Your instructions:
Within the data below, find the string "middle" and return each line where it occurs.
══ Provided records ══
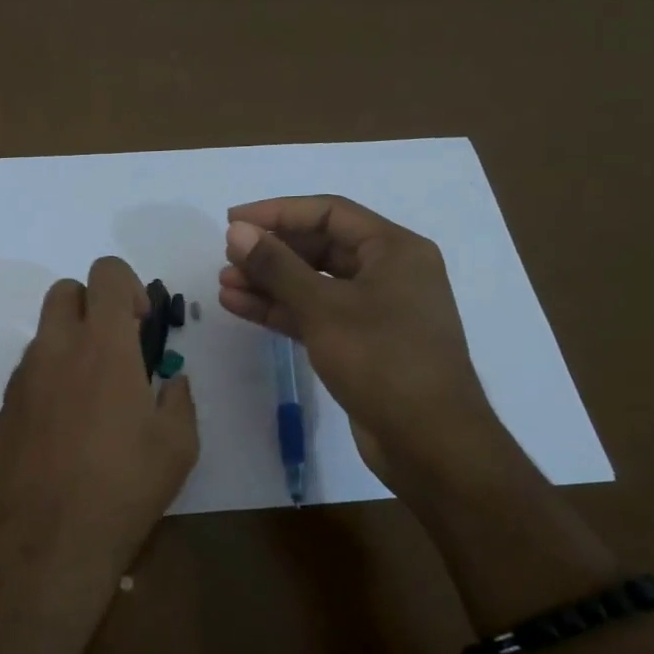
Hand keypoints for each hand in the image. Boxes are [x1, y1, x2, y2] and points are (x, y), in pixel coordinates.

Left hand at [0, 256, 198, 624]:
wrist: (45, 539)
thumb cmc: (123, 487)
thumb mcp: (177, 446)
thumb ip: (179, 400)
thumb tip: (172, 383)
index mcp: (103, 346)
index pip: (106, 273)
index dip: (128, 285)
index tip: (142, 323)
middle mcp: (56, 349)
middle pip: (66, 290)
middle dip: (93, 304)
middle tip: (117, 347)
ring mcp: (24, 377)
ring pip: (45, 332)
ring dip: (71, 343)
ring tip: (94, 396)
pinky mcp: (5, 406)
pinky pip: (30, 371)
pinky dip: (51, 377)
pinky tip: (67, 426)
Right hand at [218, 195, 499, 486]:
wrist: (429, 441)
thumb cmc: (383, 361)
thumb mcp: (324, 308)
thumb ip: (277, 267)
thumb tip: (237, 231)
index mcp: (394, 250)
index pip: (329, 213)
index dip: (277, 212)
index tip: (233, 221)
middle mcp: (388, 272)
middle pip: (320, 247)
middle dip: (271, 251)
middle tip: (227, 256)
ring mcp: (375, 310)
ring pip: (313, 284)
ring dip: (269, 282)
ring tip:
═══
Answer to this exercise:
middle mcp: (56, 349)
middle pip: (66, 290)
middle dip: (93, 304)
middle tip: (117, 347)
middle mcp: (388, 272)
middle pip: (320, 247)
middle dip: (271, 251)
middle tip: (227, 256)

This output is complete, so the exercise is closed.